At the time, the Conservatives had also launched a series of political attack ads aimed squarely at Dion.

But while Conservative momentum seems to have stalled in much of the country, the latest poll shows a different story unfolding in Quebec.

When respondents in that province were asked which party they would vote for, an increase of voters said the Conservatives (percentage-point change from a Feb. 15-18 poll in brackets):

  • Bloc Quebecois: 36 per cent (- 7)
  • Conservatives: 26 per cent (+ 8 per cent)
  • Liberals: 22 per cent (none)
  • NDP: 9 per cent (+ 1)
  • Green Party: 7 per cent (- 2)

"It's the lowest we've had the BQ since we've been polling," Strategic Counsel Chairman Allan Gregg told "It's clear that as the sovereigntist vote shrinks, the available federalist vote grows, and the Conservatives have been far more successful at consolidating that vote."

However, the margin of error for the Quebec sample size is plus or minus 6.3 percentage points (for full details of the poll, please see "Technical notes" below).

While analysts say Harper needs between 38 to 40 per cent support in order to win a majority government, Gregg said the latest results are promising enough that voters could still see a spring election.

"If I was Stephen Harper looking at this, I'd say, 'I still have some work to do, but you know what? I can't do worse than 2006,'" said Gregg.

"He's recovered the ground he's lost post-Afghanistan, same-sex-marriage, I-won't-do-Kyoto, in the province of Quebec. All those seats we'd anticipated he might lose are now back in the win column."

Meanwhile, the Conservatives have stalled in Ontario at 35 per cent support.

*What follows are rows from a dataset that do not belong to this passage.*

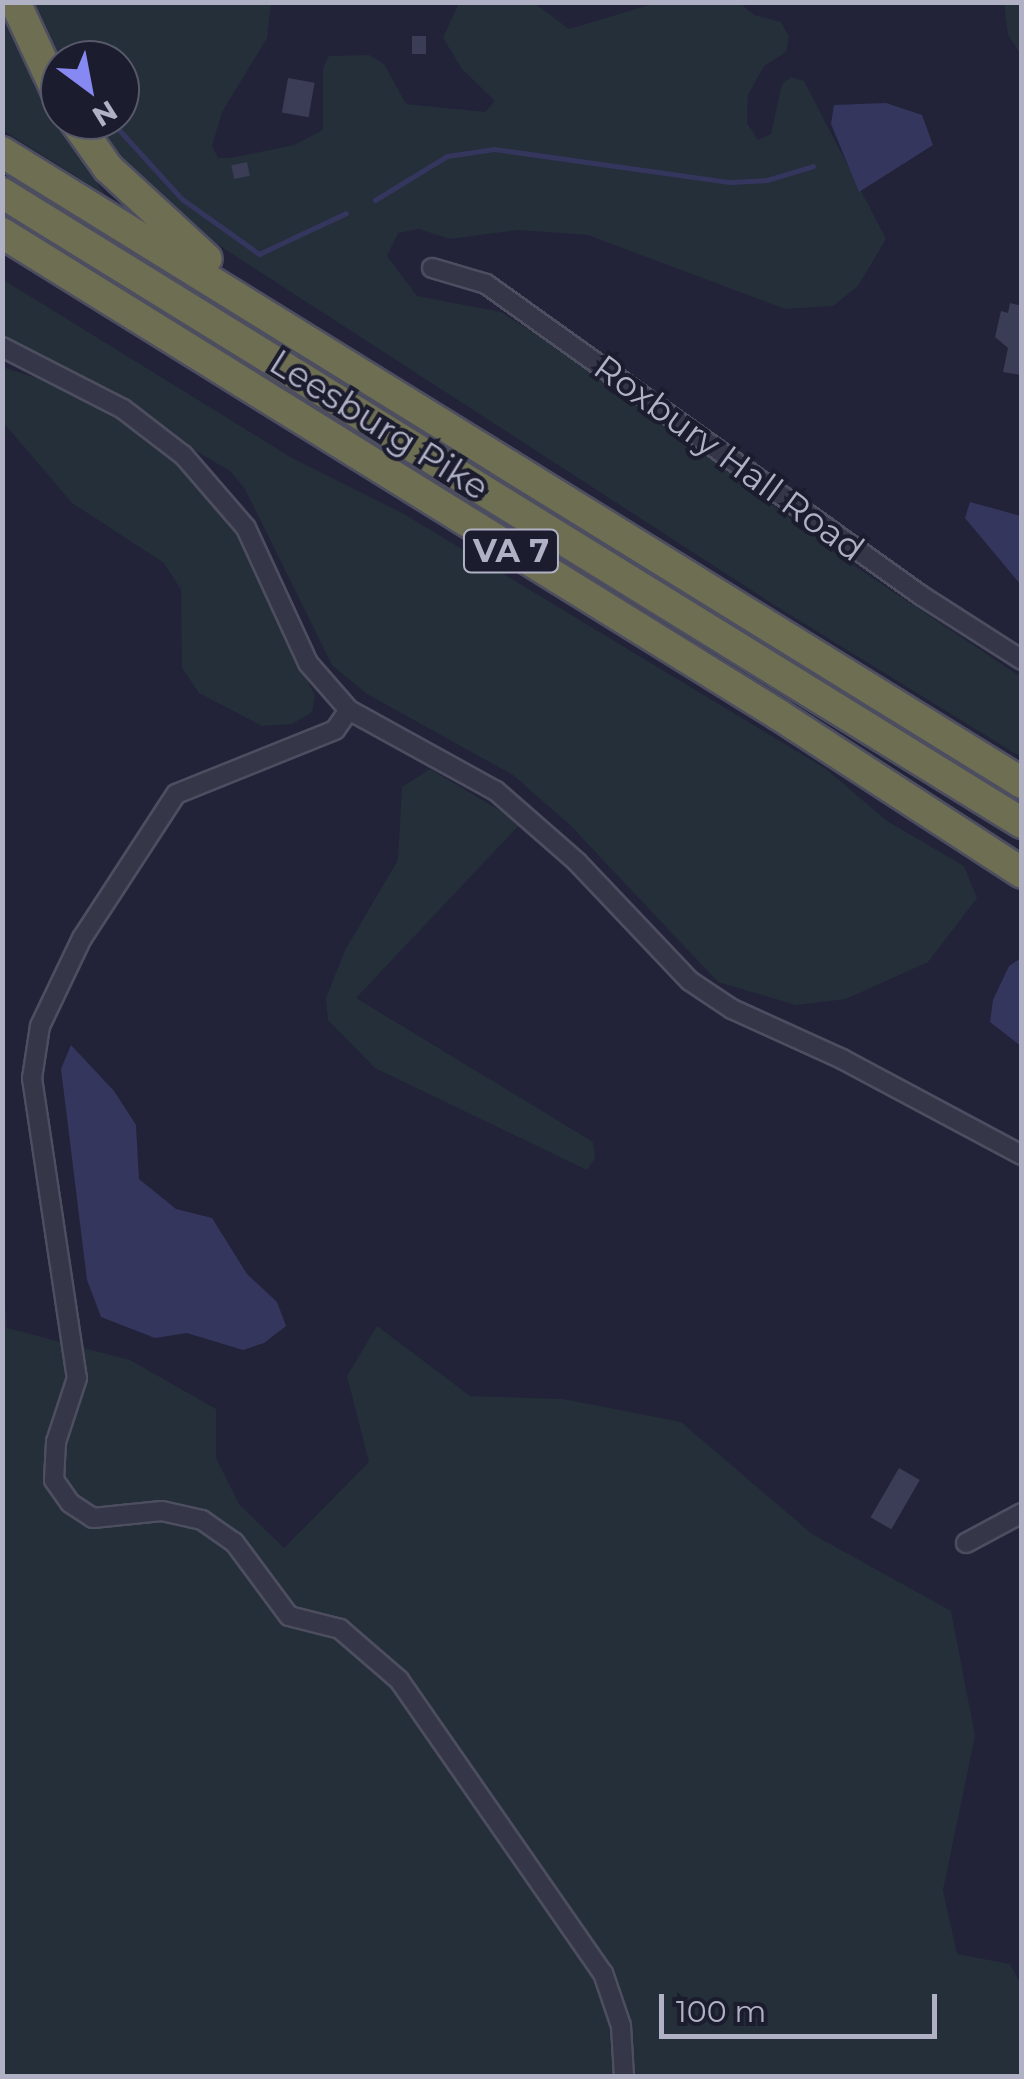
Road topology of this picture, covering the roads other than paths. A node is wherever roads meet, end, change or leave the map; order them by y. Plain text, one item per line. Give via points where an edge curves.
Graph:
1 (15, 2) edge
2 (40, 55) edge
3 (88, 140) edge
4 (2, 152) edge
5 (2, 193) edge
6 (2, 233) edge
7 (432, 268) dead end
8 (2, 347) edge
9 (473, 442) junction
10 (1022, 660) edge
11 (349, 710) junction
12 (945, 735) junction
13 (1022, 764) edge
14 (1022, 783) edge
15 (1022, 823) edge
16 (1022, 874) edge
17 (1022, 1155) edge
18 (1022, 1513) edge
19 (966, 1543) dead end
20 (624, 2076) edge

1 - 2 highway
3 - 9 highway via 108,168 200,253 380,368
4 - 9 highway, Leesburg Pike / VA 7
5 - 15 highway
6 - 16 highway, Leesburg Pike / VA 7 via 779,715
7 - 10 street, Roxbury Hall Road via 486,284 922,596
8 - 11 street via 123,410 192,465 246,528 308,663
9 - 12 highway, Leesburg Pike / VA 7
11 - 17 street via 496,790 577,862 690,981 732,1010 842,1059
11 - 20 street via 335,730 176,794 82,938 40,1026 32,1078 76,1378 56,1442 54,1480 70,1503 94,1518 162,1511 202,1520 234,1542 289,1616 340,1630 399,1680 603,1973 622,2026
12 - 13 highway
12 - 14 highway, Leesburg Pike / VA 7
18 - 19 street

"It appears almost impenetrable. He cannot get above 35 per cent -- I mean, we had that little blip in the summer. But by and large, there's a consistent pattern of the Liberals leading," said Gregg.

When Ontario respondents were asked who they would vote for, results remained much the same as last month (percentage-point change from a Feb. 15-18 poll in brackets):

  • Liberals: 41 per cent (+ 2)
  • Conservatives: 34 per cent (none)
  • NDP: 15 per cent (+ 1)
  • Green Party: 10 per cent (- 3)
  • Bloc Quebecois: N/A
  • Gregg said that Harper has "pretty much given up on Toronto proper," a notoriously difficult area for federal Conservatives to crack into.

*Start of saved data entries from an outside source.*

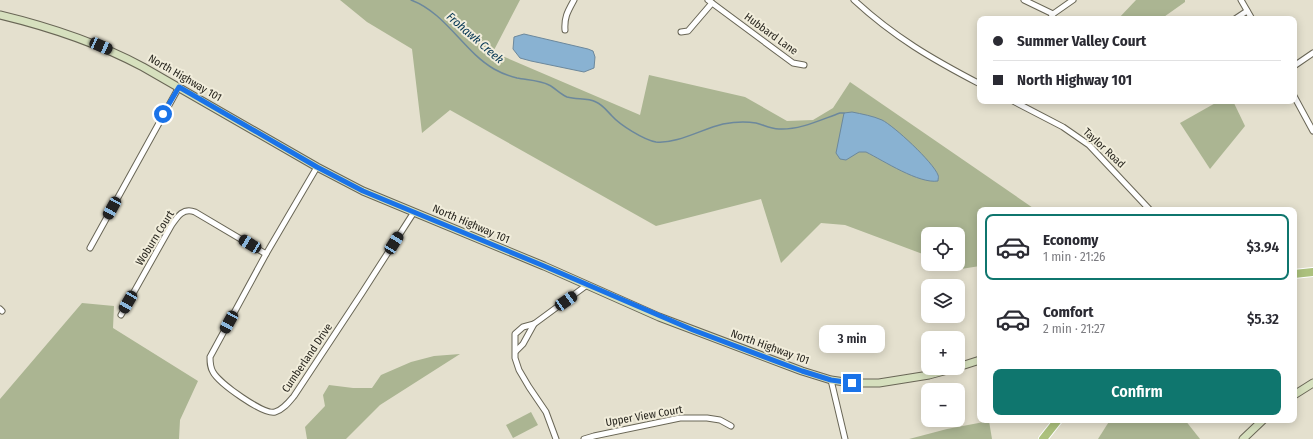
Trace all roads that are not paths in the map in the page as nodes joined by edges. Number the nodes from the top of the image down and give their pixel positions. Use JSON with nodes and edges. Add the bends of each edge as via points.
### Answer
{"nodes":[{"id":1,"x":574,"y":0,"type":"edge"},
{"id":2,"x":854,"y":0,"type":"edge"},
{"id":3,"x":1024,"y":0,"type":"edge"},
{"id":4,"x":1073,"y":0,"type":"edge"},
{"id":5,"x":1241,"y":0,"type":"edge"},
{"id":6,"x":710,"y":2,"type":"edge"},
{"id":7,"x":1247,"y":11,"type":"junction"},
{"id":8,"x":0,"y":15,"type":"edge"},
{"id":9,"x":1050,"y":16,"type":"edge"},
{"id":10,"x":1053,"y":16,"type":"edge"},
{"id":11,"x":1240,"y":16,"type":"edge"},
{"id":12,"x":1250,"y":16,"type":"edge"},
{"id":13,"x":565,"y":30,"type":"dead end"},
{"id":14,"x":681,"y":32,"type":"dead end"},
{"id":15,"x":1313,"y":53,"type":"edge"},
{"id":16,"x":1297,"y":64,"type":"edge"},
{"id":17,"x":804,"y":65,"type":"dead end"},
{"id":18,"x":977,"y":82,"type":"edge"},
{"id":19,"x":179,"y":87,"type":"junction"},
{"id":20,"x":1297,"y":102,"type":"edge"},
{"id":21,"x":1020,"y":104,"type":"edge"},
{"id":22,"x":1313,"y":131,"type":"edge"},
{"id":23,"x":317,"y":167,"type":"junction"},
{"id":24,"x":1147,"y":207,"type":"edge"},
{"id":25,"x":414,"y":212,"type":"junction"},
{"id":26,"x":90,"y":248,"type":"dead end"},
{"id":27,"x":266,"y":254,"type":"junction"},
{"id":28,"x":1313,"y":272,"type":"edge"},
{"id":29,"x":1297,"y":274,"type":"edge"},
{"id":30,"x":588,"y":285,"type":"junction"},
{"id":31,"x":121,"y":315,"type":"dead end"},
{"id":32,"x":534,"y":324,"type":"junction"},
{"id":33,"x":516,"y":351,"type":"junction"},
{"id":34,"x":977,"y":361,"type":"edge"},
{"id":35,"x":965,"y":365,"type":"edge"},
{"id":36,"x":927,"y":375,"type":"edge"},
{"id":37,"x":831,"y":380,"type":"junction"},
{"id":38,"x":1313,"y":383,"type":"edge"},
{"id":39,"x":1297,"y":394,"type":"edge"},
{"id":40,"x":1056,"y":423,"type":"edge"},
{"id":41,"x":1260,"y":423,"type":"edge"},
{"id":42,"x":731,"y":426,"type":"dead end"},
{"id":43,"x":556,"y":439,"type":"edge"},
{"id":44,"x":584,"y":439,"type":"edge"},
{"id":45,"x":845,"y":439,"type":"edge"},
{"id":46,"x":1043,"y":439,"type":"edge"},
{"id":47,"x":1243,"y":439,"type":"edge"}],
"edges":[{"from":1,"to":13,"type":"street","via":[[564,20]]},
{"from":2,"to":18,"type":"street","via":[[901,39]]},
{"from":3,"to":9,"type":"street"},
{"from":4,"to":10,"type":"street"},
{"from":5,"to":7,"type":"street"},
{"from":6,"to":14,"type":"street","via":[[688,31]]},
{"from":6,"to":17,"type":"street","name":"Hubbard Lane","via":[[793,63]]},
{"from":7,"to":11,"type":"street"},
{"from":7,"to":12,"type":"street"},
{"from":8,"to":19,"type":"main road","name":"North Highway 101","via":[[101,46]]},
{"from":15,"to":16,"type":"street"},
{"from":19,"to":23,"type":"main road","name":"North Highway 101"},
{"from":19,"to":26,"type":"street"},
{"from":20,"to":22,"type":"street"},
{"from":21,"to":24,"type":"street","name":"Taylor Road","via":[[1063,127],[1089,145]]},
{"from":23,"to":25,"type":"main road","name":"North Highway 101","via":[[363,191]]},
{"from":23,"to":27,"type":"street","name":"Cumberland Drive"},
{"from":25,"to":27,"type":"street","name":"Cumberland Drive","via":[[301,386],[288,404],[274,412],[268,412],[226,386],[213,373],[210,362],[214,348]]},
{"from":25,"to":30,"type":"main road","name":"North Highway 101"},
{"from":27,"to":31,"type":"street","name":"Woburn Court","via":[[196,212],[185,211],[174,222]]},
{"from":28,"to":29,"type":"main road"},
{"from":30,"to":32,"type":"street"},
{"from":30,"to":37,"type":"main road","name":"North Highway 101","via":[[693,330]]},
{"from":32,"to":33,"type":"street","via":[[526,340]]},
{"from":32,"to":33,"type":"street","via":[[523,327],[515,334]]},
{"from":33,"to":43,"type":"street","via":[[515,358],[519,370],[546,412]]},
{"from":34,"to":35,"type":"main road"},
{"from":36,"to":37,"type":"main road","name":"North Highway 101","via":[[879,384]]},
{"from":37,"to":45,"type":"street"},
{"from":38,"to":39,"type":"main road"},
{"from":40,"to":46,"type":"main road"},
{"from":41,"to":47,"type":"main road"},
{"from":42,"to":44,"type":"street","name":"Upper View Court","via":[[720,420],[680,418]]}]}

    "They've got to start doing something about visible minority groups in the 905 area," he said, referring to Toronto's outlying suburban areas.

    Technical notes

    • Results are based on tracking among a proportionate national sample of Canadians 18 years of age or older.
    • Interviews were conducted between March 10 and March 13, 2007.
    • The national sample size is 1,000. The margin of error is plus or minus 3.1 percentage points.
    • The Quebec sample is 247. The margin of error is plus or minus 6.3 percentage points.
    • The Ontario sample is 379. The margin of error is plus or minus 5 percentage points.